Законченная концепция большого художника заключена в этих простых, ясных словах. Искусство его самостоятельно, свободно, индивидуально. Даже если приходится ему заимствовать некоторые элементы чужой роли, то и тогда он вносит свое личное во внешний и внутренний мир создаваемого образа.

Василий Иванович заканчивал свой ответ «КС» таким выводом:

– В сентябре я должен играть Штокмана. Будь я даже в десять раз талантливее, в такой срок ничего, кроме самого безнадежного, постыдного выкидыша, дать не могу. Может быть, к декабрю, к Америке что-нибудь живое и необходимое для роли я бы нашел в себе, но сейчас это безнадежно. Право, не знаю, что мне делать!..

Летом 1923 года Художественный театр на два месяца прервал гастроли. Труппа вернулась в Европу для отдыха. Качалов с семьей поселился в тиши немецкой деревни в горах Гарца, у подножья Броккена.

После шумных, бурлящих американских городов жизнь в сельской тиши казалась покойным сном. Леса и горы Гарца напоминали Василию Ивановичу живописные окрестности Кисловодска. Он совершал далекие прогулки в лесную глушь, взбирался на горные кручи. Мечты уносили его в родные места, в любимую Москву, где жизнь всегда обретала для него настоящий творческий смысл и назначение.

Лето в уютной деревенской обстановке позволило найти и то «живое и необходимое», чего недоставало для создания образа доктора Штокмана. Это понятно: вне суматохи гастролей Качалов вновь стал ощущать себя артистом-творцом, а не актером-ремесленником, обязанным каждодневно играть свои старые роли.

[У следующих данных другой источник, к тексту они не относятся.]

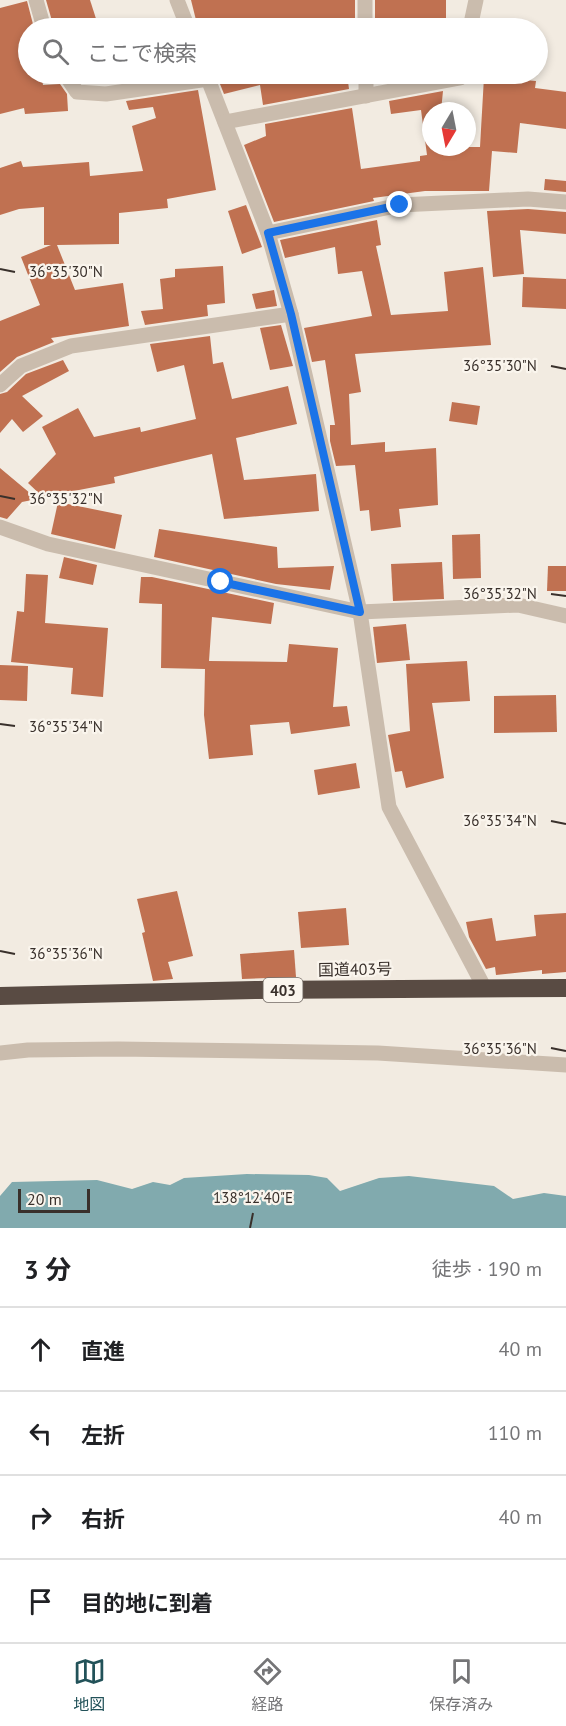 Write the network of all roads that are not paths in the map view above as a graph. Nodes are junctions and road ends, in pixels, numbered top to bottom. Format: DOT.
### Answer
graph roads {
  1 [pos="36,0"];
  2 [pos="177,0"];
  3 [pos="365,0"];
  4 [pos="476,0"];
  5 [pos="41,18"];
  6 [pos="184,18"];
  7 [pos="365,18"];
  8 [pos="472,18"];
  9 [pos="72,84"];
  10 [pos="162,84"];
  11 [pos="210,84"];
  12 [pos="366,84"];
  13 [pos="429,84"];
  14 [pos="366,96"];
  15 [pos="225,122"];
  16 [pos="566,202"];
  17 [pos="268,233"];
  18 [pos="291,314"];
  19 [pos="0,385"];
  20 [pos="0,527"];
  21 [pos="360,612"];
  22 [pos="566,616"];
  23 [pos="484,987"];
  24 [pos="566,988"];
  25 [pos="0,996"];
  26 [pos="0,1053"];
  27 [pos="566,1065"];
  1 -- 5 [label="street"];
  2 -- 6 [label="street"];
  3 -- 7 [label="street"];
  4 -- 8 [label="street"];
  9 -- 10 [label="street"];
  11 -- 15 [label="street"];
  12 -- 14 [label="street"];
  13 -- 14 [label="street"];
  14 -- 15 [label="street"];
  15 -- 17 [label="street"];
  16 -- 17 [label="street"];
  17 -- 18 [label="street"];
  18 -- 19 [label="street"];
  18 -- 21 [label="street"];
  20 -- 21 [label="street"];
  21 -- 22 [label="street"];
  21 -- 23 [label="street"];
  23 -- 24 [label="highway, 国道403号 / 403"];
  23 -- 25 [label="highway, 国道403号 / 403"];
  26 -- 27 [label="street"];
}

Осенью, прежде чем вернуться за океан, театр остановился в Париже. Качалов играл тут почти во всех спектаклях гастрольного репертуара. Парижская публика в высшей степени оценила искусство русского артиста. Василий Иванович скромничал, когда сообщал друзьям москвичам: «За Ивана Карамазова я слышал от французов и от русских такие похвалы, каких, пожалуй, раньше не слышал, даже как-то неловко рассказывать».

Второй сезон в Америке Художественный театр начал в Нью-Йорке, затем побывал в других крупнейших городах: Чикаго, Детройте, Питсбурге, Кливленде, Филадельфии, Вашингтоне.

Американские зрители увидели качаловского Штокмана. В нем имелись некоторые черты образа, созданного Станиславским, однако его внутренний, духовный мир был совсем иным. Герой ибсеновской пьесы как будто родился вновь и начал жить по-другому.

Как? «По-качаловски»…

Одинокий, наивный борец с общественным злом курортный врач Штокман говорил те же слова, но зазвучали они с интонациями другими, чем у Станиславского.

Как и в прошлом, когда Качалов дублировал Станиславского – Вершинина в «Трех сестрах», так и теперь возник новый, отличный образ. Однако напрасно доискиваться, какой из двух Штокманов оказался вернее, ближе к замыслу драматурга. И тот и другой создались не случайно, не по прихоти их творцов. Пьеса Ибсена – общий первоисточник. А то, что видение и трактовка обоих артистов были различны, лишь обогащало текст пьесы.